The rest is literary history. He became the voice of his generation, one "too young to be warriors, too old to be rebels," as he wrote in the introduction to his wonderful 2005 collection The Early Stories, 1953-1975.
They were children in the Depression, parents of the baby boom, pioneers of suburban living. Updike wrote about them knowingly, unflinchingly, humorously.
Best known, and among the best, of his books about that generation were his four novels about small-town has-been athlete Harry "Rabbit" Angstrom: Rabbit Run (1960), Rabbit Redux (1971), Rabbit Is Rich (1981) and Rabbit at Rest (1990), with a coda, the novella Rabbit Remembered, in 2001. Together, they are the story not just of restless Rabbit but of America in the second half of the 20th century.
The Rabbit books won Updike two Pulitzer Prizes; he also received two National Book Awards, four National Book Critics Circle Awards, and dozens of other awards and honors in a career spanning more than half a century.
He has been such a presence for so long in the literary world, and such an endless fountain of writing, that it seemed he might never stop.
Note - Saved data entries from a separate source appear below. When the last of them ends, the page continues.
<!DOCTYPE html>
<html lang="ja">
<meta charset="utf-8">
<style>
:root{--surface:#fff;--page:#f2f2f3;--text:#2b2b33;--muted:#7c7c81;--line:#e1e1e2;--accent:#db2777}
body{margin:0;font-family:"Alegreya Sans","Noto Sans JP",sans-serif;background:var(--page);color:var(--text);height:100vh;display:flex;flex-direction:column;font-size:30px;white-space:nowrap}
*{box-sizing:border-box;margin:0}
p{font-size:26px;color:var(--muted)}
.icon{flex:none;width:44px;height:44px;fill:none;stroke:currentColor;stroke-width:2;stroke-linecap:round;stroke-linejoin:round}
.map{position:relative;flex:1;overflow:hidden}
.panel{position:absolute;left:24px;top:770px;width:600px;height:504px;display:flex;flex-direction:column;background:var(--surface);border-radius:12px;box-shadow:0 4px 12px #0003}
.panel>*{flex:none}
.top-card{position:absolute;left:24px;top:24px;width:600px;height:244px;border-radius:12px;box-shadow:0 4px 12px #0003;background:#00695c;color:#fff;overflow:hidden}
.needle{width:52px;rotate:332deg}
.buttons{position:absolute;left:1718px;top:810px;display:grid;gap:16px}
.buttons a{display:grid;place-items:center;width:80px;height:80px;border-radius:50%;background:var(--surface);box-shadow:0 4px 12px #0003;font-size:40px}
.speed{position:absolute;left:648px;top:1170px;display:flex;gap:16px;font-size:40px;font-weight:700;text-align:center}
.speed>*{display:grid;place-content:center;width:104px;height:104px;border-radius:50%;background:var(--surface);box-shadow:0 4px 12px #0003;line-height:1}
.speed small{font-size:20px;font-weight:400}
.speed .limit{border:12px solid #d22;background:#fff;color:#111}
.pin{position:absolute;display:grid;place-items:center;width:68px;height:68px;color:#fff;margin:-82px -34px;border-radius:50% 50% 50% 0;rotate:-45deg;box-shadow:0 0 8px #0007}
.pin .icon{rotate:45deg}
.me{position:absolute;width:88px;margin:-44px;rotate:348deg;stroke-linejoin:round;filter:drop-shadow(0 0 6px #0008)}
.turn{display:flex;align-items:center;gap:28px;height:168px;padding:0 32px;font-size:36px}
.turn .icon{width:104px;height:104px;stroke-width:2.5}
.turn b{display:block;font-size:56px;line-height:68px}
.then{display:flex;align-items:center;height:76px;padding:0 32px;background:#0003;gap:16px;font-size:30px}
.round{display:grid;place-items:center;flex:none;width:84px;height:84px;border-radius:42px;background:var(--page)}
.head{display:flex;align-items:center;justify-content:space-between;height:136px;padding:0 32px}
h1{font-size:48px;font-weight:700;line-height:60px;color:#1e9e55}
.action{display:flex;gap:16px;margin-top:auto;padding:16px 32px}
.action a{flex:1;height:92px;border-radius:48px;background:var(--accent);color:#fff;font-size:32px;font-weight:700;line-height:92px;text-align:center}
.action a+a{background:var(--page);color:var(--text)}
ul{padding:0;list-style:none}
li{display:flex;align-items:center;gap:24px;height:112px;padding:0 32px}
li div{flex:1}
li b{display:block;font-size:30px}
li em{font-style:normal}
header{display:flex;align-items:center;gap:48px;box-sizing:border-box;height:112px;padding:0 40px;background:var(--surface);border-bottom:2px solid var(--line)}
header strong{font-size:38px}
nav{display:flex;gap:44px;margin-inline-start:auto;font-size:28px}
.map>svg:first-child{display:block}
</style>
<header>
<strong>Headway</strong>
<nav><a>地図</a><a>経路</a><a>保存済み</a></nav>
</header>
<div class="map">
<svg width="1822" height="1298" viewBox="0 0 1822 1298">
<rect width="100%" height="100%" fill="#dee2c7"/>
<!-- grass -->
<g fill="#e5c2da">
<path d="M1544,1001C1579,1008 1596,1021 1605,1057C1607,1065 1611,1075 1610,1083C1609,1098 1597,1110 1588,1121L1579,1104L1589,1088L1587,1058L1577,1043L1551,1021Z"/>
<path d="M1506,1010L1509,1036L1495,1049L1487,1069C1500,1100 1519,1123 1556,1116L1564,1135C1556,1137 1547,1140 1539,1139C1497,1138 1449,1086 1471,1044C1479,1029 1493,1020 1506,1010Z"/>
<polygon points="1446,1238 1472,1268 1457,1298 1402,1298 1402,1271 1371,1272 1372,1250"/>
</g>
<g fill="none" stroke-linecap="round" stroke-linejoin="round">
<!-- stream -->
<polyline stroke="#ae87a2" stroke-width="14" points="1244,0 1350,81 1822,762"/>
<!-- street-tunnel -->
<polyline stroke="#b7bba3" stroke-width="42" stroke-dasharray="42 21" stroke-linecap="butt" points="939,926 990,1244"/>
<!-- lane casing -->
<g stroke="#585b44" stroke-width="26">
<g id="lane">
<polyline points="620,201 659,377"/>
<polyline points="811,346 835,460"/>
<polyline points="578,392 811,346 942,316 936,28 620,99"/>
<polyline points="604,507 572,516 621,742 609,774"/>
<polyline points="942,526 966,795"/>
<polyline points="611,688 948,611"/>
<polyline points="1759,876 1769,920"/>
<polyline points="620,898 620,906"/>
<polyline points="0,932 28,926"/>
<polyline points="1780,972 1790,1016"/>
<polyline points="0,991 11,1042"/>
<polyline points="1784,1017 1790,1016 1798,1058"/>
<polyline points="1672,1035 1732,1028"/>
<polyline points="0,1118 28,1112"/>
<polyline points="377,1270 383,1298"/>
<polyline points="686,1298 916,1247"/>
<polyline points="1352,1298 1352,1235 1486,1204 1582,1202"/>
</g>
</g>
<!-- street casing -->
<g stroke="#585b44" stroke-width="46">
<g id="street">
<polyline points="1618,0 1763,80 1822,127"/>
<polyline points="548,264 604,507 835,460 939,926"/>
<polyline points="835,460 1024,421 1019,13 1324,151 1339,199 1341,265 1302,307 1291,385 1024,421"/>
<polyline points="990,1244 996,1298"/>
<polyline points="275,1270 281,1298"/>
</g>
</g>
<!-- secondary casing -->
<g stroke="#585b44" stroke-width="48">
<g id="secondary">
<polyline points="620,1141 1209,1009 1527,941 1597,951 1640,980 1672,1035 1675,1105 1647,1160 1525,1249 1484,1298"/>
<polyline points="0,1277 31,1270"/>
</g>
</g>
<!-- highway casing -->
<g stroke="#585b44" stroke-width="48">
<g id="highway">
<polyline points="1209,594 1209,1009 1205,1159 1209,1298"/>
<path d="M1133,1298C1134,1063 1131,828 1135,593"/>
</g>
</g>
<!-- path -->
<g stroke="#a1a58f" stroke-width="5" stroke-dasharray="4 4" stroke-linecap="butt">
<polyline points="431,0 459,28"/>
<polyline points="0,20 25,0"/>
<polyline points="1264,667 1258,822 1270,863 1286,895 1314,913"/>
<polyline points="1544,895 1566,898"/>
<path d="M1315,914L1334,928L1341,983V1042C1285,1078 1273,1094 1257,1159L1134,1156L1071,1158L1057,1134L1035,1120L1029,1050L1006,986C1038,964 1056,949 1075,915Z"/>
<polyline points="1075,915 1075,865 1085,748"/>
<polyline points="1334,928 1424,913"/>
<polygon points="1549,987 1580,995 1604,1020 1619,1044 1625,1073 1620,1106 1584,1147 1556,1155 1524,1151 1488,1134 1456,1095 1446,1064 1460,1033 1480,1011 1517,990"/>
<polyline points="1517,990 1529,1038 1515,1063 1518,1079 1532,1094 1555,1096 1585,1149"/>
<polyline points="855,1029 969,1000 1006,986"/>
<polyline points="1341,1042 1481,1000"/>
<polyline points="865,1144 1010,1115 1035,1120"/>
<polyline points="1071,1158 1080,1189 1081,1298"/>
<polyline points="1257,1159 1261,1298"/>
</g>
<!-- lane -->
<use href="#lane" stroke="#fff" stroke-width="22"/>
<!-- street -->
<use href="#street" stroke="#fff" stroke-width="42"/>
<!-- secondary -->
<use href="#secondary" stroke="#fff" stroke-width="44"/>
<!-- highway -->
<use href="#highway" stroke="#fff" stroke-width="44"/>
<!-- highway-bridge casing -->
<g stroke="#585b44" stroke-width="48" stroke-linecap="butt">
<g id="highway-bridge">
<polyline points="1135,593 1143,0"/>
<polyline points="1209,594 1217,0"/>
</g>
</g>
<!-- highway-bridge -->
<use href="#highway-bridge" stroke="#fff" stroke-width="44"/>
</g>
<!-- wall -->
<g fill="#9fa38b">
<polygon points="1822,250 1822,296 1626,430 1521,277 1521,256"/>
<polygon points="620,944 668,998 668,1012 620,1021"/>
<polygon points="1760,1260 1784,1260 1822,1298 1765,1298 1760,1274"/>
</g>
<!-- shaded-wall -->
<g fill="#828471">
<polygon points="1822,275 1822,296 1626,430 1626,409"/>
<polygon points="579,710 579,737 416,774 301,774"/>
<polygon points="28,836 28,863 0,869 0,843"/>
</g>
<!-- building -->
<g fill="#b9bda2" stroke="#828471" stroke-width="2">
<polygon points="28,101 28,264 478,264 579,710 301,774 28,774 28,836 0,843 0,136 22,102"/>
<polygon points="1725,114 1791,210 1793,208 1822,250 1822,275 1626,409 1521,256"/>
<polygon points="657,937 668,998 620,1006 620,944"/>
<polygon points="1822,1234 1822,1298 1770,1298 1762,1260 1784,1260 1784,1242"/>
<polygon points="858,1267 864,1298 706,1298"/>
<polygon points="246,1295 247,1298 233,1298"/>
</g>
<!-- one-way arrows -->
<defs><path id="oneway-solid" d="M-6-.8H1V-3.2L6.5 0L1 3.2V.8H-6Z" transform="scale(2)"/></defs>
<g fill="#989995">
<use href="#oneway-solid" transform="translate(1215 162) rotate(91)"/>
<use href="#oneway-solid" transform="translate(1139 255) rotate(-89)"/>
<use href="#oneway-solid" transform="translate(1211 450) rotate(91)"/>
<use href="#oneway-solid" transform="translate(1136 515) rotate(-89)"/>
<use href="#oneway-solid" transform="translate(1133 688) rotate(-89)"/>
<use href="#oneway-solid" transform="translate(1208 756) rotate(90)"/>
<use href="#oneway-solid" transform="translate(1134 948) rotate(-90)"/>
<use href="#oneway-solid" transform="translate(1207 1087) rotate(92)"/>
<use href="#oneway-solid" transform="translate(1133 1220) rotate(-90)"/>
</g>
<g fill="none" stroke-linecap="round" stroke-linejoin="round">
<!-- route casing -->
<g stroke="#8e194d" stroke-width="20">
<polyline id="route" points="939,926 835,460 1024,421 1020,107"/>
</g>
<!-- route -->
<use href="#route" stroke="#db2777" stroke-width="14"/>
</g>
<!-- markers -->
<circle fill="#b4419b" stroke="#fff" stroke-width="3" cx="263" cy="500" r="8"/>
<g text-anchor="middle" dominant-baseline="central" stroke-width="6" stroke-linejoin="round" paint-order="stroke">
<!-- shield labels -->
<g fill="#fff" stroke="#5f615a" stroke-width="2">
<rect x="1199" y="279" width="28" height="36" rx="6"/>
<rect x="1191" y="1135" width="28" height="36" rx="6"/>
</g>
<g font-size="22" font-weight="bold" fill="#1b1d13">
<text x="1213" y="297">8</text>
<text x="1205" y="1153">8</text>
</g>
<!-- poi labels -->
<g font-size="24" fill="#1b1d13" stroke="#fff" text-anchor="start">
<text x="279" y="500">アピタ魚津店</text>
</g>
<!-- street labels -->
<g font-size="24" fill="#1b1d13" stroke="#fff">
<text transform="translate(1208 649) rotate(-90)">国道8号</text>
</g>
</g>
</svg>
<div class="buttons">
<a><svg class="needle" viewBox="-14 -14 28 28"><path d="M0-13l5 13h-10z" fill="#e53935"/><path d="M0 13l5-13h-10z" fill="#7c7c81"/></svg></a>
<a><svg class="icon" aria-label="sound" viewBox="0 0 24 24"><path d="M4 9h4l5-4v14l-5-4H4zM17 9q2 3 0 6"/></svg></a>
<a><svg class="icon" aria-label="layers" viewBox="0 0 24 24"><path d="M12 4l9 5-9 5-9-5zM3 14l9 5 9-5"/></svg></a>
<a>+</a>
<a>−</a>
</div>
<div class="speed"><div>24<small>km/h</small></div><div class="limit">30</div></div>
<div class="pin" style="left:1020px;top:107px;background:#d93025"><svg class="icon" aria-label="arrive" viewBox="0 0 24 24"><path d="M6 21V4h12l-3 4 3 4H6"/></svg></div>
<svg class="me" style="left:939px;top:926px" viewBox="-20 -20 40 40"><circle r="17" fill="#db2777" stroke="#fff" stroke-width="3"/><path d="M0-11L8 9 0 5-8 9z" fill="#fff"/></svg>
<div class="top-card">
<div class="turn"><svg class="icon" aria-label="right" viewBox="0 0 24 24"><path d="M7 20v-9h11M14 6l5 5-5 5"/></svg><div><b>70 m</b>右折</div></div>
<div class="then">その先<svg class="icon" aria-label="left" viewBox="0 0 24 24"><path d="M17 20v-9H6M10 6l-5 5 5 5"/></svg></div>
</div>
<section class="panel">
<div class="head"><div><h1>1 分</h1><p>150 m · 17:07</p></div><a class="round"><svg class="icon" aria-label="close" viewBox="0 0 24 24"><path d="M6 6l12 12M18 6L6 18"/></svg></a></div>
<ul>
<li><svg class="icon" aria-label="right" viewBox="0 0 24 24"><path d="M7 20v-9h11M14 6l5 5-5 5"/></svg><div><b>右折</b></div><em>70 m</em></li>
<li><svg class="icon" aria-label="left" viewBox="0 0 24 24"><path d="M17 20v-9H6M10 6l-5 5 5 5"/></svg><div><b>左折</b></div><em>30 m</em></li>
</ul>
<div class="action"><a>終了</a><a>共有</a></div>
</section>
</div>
One of the first books I remember lighting up my brain was his story collection Pigeon Feathers, which I read as a high school sophomore in 1967.
His writing could provoke controversy. Some of Updike's contemporaries, such as Norman Mailer, brushed him off as lightweight and self-absorbed (although being brushed off by Mailer was practically a rite of passage for writers of a certain age). Updike was indeed absorbed with the world he wrote about, and it was usually the kind of world he lived in himself. But it was the artist's absorption, the devotion to capturing the very detail that makes the beauty in the quotidian pierce us like an arrow.
Updike was sometimes accused of misogyny, a charge that always baffled me. He wrote about women as well as any male writer I can think of, and better than most. He did not idealize women, but made them real, just as complex and particular, lusty, wise and clueless, as his men.
He was an incisive, bracing critic, as in this evaluation of the often romanticized On Walden Pond: "Thoreau's purpose is to reconcile us, after centuries of hazy anthropocentrism, to Nature as it is, relentless and remorseless. We need to be called out from the shared comforts and illusions of village life."
He wrote beautifully crafted poetry, not always in poems. In a wonderful New Yorker piece on Ted Williams' last game in 1960, he called Fenway "a lyric little bandbox of a ballpark."
As terrific as his novels are, he was even better at short stories. His A&P is one of the best (and one of the most anthologized) ever written, a pitch-perfect tale of knight-errantry in a grocery store, told in the wisecracking voice of a hormonal, tender-hearted teenage boy.
A trio of girls comes into the store wearing bathing suits, and the pretty one hands him a single jar at the cash register. "Now her hands are empty, not a ring or a bracelet, bare as God made them, and I wonder where the money's coming from. Still with that prim look she lifts a folded dollar bill out of the hollow at the center of her nubbled pink top. The jar went heavy in my hand."
If you are an Updike fan, you probably have already gone back to your bookshelf for a favorite. But his cataract of words is not quite done: Knopf will publish My Father's Tears and Other Stories in June.